**Work instruction**
Search the records for the word "North". Copy every line where it appears.

**Record set**
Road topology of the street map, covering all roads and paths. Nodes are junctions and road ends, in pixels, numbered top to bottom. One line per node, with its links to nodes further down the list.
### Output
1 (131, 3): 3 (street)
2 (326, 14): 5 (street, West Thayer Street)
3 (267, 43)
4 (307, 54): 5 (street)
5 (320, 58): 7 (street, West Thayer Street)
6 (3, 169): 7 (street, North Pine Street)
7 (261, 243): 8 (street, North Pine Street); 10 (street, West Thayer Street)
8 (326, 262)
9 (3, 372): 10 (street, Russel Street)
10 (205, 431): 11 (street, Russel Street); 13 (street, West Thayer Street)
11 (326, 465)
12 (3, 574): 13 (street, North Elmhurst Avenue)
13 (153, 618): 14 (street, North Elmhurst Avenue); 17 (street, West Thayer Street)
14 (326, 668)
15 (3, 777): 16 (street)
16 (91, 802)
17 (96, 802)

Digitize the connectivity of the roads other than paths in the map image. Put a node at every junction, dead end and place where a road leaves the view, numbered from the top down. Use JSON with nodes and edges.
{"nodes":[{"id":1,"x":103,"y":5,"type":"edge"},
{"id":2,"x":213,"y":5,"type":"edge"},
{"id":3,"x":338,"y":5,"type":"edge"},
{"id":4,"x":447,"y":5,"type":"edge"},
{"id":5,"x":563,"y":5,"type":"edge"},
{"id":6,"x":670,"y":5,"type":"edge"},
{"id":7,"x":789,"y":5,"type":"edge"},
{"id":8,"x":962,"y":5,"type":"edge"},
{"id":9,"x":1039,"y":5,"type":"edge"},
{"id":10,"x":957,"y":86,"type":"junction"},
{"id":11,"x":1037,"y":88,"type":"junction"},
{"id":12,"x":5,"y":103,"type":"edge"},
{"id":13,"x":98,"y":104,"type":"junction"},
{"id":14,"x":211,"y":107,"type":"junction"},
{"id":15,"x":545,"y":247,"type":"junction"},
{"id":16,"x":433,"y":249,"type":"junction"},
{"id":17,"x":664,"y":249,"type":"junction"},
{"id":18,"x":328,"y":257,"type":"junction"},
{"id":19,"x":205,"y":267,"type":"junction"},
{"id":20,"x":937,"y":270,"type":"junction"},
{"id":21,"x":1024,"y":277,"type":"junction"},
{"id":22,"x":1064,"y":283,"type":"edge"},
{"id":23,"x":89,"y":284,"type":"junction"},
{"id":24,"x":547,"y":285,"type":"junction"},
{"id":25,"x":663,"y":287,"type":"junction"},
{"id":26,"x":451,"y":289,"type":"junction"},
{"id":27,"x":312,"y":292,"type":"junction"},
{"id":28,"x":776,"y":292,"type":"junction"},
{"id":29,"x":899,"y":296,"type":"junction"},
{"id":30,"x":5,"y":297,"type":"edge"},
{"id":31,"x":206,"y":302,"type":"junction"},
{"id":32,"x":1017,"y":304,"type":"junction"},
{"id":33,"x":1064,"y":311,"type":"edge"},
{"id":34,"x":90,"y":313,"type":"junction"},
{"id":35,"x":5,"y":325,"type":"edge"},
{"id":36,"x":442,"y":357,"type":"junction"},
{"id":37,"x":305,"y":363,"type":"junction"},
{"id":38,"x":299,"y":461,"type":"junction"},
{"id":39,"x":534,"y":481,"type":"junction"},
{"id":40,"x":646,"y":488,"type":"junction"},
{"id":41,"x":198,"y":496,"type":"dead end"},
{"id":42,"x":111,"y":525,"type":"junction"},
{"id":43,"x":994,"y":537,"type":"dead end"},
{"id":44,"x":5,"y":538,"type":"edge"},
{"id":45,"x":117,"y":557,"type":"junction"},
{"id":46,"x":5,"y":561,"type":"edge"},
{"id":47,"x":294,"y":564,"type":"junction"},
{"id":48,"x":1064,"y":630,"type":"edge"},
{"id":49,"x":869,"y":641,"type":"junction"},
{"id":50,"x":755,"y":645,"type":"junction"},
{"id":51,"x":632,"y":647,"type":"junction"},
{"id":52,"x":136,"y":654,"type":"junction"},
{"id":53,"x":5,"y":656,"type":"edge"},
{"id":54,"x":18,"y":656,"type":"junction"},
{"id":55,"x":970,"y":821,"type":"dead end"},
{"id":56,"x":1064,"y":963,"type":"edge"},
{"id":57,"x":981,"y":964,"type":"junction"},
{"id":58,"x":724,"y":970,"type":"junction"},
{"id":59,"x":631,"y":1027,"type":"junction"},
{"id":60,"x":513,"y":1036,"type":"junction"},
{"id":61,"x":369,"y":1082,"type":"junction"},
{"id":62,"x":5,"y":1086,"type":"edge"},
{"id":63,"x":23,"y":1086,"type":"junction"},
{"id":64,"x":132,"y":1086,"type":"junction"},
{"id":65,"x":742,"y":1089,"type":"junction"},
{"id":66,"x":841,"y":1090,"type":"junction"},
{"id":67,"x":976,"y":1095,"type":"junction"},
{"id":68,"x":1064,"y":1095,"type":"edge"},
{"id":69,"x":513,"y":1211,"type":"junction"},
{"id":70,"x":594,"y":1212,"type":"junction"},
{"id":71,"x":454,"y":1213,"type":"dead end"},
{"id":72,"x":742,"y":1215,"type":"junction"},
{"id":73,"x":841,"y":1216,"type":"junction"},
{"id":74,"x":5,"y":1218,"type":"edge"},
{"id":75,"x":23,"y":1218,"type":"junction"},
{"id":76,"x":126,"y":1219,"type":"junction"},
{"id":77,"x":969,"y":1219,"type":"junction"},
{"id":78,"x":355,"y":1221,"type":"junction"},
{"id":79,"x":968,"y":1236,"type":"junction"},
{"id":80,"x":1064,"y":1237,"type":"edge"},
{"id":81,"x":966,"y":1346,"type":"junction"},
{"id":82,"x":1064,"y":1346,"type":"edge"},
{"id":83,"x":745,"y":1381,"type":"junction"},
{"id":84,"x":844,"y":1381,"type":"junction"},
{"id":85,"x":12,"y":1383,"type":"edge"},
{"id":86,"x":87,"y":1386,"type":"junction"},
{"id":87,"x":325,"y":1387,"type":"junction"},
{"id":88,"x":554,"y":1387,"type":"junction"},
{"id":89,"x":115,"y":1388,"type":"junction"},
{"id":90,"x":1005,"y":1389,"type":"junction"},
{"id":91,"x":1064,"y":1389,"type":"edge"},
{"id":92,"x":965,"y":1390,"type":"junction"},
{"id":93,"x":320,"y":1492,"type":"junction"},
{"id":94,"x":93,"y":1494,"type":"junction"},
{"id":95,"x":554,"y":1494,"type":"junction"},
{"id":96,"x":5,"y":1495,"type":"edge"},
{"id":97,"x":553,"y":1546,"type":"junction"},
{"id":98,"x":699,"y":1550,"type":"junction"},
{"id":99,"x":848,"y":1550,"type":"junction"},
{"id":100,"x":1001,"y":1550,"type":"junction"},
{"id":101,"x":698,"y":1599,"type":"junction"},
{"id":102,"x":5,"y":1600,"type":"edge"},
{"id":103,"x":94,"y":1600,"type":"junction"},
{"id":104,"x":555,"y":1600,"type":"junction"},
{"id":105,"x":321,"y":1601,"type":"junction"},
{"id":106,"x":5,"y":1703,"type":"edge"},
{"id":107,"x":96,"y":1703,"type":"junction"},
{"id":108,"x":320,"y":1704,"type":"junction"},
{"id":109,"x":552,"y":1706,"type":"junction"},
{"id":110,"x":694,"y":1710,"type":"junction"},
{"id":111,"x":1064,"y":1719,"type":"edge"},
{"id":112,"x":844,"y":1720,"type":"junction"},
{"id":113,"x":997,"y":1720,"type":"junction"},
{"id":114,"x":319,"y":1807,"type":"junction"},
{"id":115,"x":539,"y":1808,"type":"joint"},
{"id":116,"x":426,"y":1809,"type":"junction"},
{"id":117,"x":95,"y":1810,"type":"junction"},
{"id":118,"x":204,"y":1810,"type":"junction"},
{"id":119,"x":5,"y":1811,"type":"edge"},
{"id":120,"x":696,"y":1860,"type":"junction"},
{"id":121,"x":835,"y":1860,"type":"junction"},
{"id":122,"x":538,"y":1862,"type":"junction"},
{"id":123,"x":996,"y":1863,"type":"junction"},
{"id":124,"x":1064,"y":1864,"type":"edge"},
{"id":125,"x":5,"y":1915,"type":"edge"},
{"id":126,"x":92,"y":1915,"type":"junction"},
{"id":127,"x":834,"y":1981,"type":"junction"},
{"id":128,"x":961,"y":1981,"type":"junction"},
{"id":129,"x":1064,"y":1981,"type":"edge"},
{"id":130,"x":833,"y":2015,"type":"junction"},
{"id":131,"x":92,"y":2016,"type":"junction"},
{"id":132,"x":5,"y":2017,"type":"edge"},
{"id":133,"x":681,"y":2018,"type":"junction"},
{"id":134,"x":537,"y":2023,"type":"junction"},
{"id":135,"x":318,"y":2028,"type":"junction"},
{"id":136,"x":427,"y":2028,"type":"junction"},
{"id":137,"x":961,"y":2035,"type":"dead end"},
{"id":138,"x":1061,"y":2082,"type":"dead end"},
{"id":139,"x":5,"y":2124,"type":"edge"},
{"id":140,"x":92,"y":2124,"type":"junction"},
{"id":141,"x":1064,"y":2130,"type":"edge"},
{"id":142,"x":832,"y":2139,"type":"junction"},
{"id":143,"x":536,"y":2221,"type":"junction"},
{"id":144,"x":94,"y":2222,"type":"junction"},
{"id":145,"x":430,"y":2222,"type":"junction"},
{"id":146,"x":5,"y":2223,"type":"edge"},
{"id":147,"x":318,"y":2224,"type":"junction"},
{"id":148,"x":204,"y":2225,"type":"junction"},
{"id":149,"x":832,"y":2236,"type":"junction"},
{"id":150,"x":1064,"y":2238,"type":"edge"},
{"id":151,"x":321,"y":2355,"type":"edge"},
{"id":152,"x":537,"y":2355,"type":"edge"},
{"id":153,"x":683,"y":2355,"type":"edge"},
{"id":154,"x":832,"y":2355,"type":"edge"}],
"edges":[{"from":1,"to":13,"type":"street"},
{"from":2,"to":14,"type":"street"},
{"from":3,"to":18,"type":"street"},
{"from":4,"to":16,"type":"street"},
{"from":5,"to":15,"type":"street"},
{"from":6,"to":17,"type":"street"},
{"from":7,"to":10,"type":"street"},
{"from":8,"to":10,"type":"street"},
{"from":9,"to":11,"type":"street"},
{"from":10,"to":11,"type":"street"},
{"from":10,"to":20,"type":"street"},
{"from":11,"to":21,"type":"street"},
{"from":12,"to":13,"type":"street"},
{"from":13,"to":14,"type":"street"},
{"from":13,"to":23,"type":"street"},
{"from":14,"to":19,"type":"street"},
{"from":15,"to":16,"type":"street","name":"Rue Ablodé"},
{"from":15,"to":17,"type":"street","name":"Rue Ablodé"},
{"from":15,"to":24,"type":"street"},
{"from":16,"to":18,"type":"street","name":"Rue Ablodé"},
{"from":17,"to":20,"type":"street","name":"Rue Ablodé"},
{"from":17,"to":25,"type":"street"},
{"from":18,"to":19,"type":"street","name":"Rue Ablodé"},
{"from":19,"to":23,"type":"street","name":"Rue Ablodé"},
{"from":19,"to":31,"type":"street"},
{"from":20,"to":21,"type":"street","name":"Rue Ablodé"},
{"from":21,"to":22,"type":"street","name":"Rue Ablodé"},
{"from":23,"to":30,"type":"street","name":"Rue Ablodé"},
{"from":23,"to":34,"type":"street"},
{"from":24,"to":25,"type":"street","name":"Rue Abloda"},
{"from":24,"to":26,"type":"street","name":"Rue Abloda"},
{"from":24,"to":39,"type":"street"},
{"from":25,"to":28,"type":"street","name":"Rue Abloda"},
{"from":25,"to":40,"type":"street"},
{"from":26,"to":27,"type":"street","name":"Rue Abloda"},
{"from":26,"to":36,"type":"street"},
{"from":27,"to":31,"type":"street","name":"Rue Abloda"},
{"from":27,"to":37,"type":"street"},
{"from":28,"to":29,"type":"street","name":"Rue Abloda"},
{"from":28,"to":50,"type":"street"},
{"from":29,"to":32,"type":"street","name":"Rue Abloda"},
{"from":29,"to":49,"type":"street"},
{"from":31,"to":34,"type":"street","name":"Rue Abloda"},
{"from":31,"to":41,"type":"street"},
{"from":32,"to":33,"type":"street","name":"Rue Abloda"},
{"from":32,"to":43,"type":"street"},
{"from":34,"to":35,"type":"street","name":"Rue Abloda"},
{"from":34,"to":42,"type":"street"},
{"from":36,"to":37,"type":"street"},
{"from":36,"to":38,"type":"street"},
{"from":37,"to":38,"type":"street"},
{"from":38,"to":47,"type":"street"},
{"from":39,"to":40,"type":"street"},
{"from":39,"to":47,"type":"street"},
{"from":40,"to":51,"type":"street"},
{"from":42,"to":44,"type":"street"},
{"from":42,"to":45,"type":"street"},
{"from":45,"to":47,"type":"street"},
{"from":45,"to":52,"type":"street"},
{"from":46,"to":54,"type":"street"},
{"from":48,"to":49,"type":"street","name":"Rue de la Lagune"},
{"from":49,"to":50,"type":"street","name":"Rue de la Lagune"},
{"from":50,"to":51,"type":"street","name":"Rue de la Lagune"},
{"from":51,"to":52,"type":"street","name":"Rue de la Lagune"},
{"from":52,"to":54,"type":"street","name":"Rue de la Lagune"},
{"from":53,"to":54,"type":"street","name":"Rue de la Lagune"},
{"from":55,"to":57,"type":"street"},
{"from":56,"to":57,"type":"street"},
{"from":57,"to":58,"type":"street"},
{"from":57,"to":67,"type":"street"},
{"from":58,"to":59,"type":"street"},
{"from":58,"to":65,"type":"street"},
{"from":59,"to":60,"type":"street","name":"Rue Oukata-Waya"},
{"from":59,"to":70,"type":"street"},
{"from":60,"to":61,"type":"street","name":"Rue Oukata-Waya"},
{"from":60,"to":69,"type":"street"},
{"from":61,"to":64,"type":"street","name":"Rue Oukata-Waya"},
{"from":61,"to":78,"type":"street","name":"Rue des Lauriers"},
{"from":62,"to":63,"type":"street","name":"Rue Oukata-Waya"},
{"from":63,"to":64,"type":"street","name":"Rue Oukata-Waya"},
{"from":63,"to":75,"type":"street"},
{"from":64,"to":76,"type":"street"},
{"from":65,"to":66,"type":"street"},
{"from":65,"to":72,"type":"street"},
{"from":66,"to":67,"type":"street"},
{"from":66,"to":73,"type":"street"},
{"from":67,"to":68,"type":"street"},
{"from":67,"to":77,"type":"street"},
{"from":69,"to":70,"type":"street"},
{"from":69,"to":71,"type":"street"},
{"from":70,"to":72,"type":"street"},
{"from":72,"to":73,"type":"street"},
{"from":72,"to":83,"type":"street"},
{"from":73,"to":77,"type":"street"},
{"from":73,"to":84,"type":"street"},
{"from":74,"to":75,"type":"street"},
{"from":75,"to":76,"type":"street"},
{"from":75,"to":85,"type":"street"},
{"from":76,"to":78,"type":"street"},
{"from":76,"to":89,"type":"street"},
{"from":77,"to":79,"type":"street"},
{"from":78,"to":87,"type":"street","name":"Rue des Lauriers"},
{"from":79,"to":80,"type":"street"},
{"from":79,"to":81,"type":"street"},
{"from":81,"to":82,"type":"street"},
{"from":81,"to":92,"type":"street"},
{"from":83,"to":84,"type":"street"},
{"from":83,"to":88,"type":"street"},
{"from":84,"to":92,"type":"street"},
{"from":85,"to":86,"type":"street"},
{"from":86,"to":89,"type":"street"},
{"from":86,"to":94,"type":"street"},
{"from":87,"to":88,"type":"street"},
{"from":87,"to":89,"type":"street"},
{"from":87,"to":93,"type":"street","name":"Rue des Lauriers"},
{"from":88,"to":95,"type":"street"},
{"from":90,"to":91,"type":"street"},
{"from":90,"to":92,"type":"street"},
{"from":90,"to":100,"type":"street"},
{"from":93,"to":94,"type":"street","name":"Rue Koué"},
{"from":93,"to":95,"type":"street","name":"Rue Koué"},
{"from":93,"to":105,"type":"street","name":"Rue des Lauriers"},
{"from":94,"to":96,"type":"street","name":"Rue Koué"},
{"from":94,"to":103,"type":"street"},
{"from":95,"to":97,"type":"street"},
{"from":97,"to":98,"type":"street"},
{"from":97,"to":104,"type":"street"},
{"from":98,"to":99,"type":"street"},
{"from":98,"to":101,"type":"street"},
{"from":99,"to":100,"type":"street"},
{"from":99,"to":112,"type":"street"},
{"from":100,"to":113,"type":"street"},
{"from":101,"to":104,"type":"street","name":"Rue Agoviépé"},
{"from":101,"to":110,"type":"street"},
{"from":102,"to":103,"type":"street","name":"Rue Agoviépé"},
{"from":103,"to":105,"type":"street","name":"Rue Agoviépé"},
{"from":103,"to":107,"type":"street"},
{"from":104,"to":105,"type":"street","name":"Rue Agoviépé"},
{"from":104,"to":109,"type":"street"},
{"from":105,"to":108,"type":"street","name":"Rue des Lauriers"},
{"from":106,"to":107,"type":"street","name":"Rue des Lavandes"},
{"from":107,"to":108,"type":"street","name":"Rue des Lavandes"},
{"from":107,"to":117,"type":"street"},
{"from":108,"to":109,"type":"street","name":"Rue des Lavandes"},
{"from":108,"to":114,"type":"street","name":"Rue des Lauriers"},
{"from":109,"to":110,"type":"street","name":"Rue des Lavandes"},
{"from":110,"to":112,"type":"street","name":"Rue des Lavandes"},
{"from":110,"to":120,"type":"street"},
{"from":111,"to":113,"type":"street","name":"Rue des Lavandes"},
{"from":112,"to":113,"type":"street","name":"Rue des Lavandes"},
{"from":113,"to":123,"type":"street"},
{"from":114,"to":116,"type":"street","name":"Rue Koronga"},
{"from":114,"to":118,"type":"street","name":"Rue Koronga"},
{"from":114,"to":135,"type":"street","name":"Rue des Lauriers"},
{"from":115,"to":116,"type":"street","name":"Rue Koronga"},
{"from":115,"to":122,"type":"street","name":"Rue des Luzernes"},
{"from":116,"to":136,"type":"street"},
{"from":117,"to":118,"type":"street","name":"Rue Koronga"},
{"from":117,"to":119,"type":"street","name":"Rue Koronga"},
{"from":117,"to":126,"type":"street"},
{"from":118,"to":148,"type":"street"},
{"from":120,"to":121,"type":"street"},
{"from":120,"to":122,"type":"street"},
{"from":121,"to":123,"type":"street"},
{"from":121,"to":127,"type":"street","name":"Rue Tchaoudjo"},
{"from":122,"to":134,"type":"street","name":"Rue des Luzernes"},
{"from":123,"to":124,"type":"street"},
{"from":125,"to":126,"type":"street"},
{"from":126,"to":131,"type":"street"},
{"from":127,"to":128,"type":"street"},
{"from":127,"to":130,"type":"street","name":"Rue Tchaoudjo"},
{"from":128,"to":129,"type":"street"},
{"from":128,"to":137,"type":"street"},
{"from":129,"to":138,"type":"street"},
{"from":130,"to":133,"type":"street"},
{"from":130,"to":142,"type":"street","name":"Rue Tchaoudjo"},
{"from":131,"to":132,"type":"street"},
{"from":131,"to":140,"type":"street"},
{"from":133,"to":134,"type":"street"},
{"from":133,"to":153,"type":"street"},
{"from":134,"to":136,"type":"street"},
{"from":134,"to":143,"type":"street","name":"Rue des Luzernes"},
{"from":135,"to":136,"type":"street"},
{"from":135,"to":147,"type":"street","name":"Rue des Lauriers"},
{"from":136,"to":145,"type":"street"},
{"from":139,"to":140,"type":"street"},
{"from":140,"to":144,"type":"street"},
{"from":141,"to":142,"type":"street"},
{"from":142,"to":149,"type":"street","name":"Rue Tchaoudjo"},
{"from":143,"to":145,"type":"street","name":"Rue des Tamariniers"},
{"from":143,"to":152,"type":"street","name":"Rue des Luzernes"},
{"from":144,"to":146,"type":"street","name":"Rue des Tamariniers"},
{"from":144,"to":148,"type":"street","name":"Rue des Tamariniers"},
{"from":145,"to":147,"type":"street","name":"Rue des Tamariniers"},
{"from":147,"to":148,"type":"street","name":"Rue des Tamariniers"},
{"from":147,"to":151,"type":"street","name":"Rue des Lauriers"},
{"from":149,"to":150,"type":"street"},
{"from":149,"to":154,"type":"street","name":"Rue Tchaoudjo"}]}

---

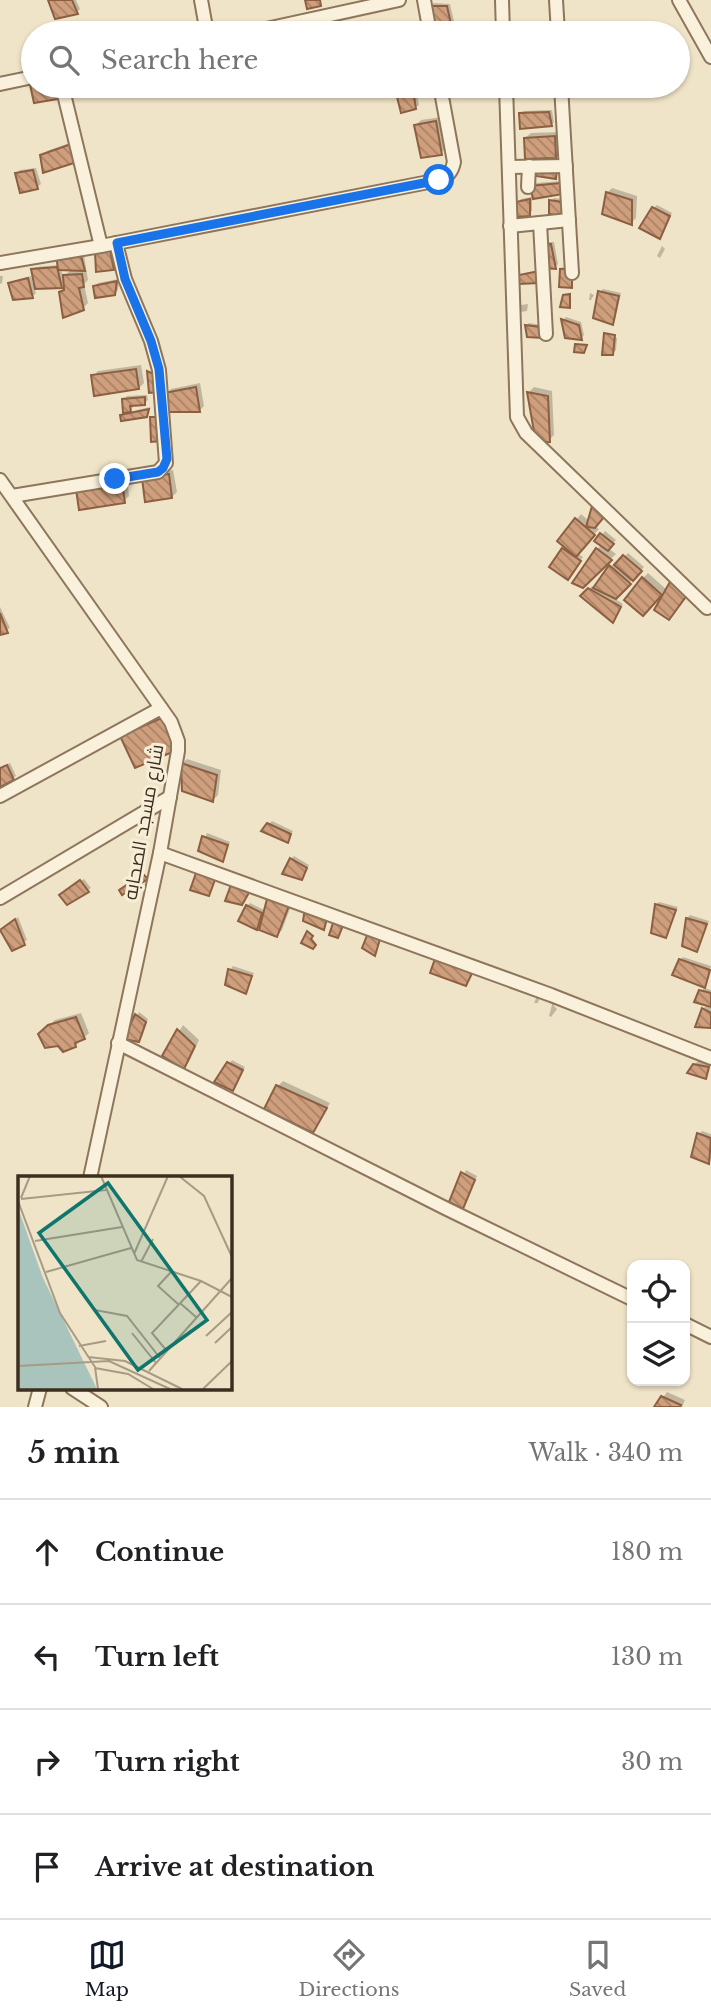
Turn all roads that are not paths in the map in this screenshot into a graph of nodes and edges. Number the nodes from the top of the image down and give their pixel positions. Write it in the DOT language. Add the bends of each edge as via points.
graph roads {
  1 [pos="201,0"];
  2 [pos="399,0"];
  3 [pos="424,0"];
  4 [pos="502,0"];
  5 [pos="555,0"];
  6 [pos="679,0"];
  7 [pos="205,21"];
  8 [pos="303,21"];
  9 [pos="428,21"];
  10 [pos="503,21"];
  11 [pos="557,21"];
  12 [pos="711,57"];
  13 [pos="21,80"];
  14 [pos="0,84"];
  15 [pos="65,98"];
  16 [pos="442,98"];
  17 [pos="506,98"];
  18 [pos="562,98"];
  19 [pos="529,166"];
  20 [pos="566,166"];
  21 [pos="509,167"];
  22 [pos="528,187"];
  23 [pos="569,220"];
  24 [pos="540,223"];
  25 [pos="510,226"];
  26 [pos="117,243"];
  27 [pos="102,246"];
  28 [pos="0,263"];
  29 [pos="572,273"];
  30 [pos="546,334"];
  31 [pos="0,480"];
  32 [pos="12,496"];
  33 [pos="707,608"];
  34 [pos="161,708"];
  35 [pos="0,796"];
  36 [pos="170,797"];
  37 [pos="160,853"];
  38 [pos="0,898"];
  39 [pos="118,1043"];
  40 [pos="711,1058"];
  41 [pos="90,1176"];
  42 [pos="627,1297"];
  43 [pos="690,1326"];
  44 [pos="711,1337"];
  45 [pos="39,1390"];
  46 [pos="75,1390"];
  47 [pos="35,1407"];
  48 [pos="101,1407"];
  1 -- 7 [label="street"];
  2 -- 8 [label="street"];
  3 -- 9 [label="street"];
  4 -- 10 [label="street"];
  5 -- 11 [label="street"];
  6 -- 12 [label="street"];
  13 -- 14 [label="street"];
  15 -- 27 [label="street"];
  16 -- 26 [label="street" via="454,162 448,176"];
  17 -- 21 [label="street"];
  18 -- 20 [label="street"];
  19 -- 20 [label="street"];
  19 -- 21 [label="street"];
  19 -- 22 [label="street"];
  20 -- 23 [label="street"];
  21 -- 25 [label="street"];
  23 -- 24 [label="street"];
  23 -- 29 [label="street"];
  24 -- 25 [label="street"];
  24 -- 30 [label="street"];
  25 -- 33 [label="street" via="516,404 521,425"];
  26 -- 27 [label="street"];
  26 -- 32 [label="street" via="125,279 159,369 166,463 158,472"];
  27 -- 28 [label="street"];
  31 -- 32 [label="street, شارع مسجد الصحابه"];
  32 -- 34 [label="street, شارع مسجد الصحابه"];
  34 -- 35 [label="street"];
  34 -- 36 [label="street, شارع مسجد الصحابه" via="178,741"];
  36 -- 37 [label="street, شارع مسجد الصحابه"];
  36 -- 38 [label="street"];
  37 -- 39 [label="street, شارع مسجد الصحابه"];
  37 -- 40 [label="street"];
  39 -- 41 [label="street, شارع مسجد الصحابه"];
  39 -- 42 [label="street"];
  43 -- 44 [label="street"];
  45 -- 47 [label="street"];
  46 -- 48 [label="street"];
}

**Solution**
6 (3, 169): 7 (street, North Pine Street)
7 (261, 243): 8 (street, North Pine Street); 10 (street, West Thayer Street)
12 (3, 574): 13 (street, North Elmhurst Avenue)
13 (153, 618): 14 (street, North Elmhurst Avenue); 17 (street, West Thayer Street)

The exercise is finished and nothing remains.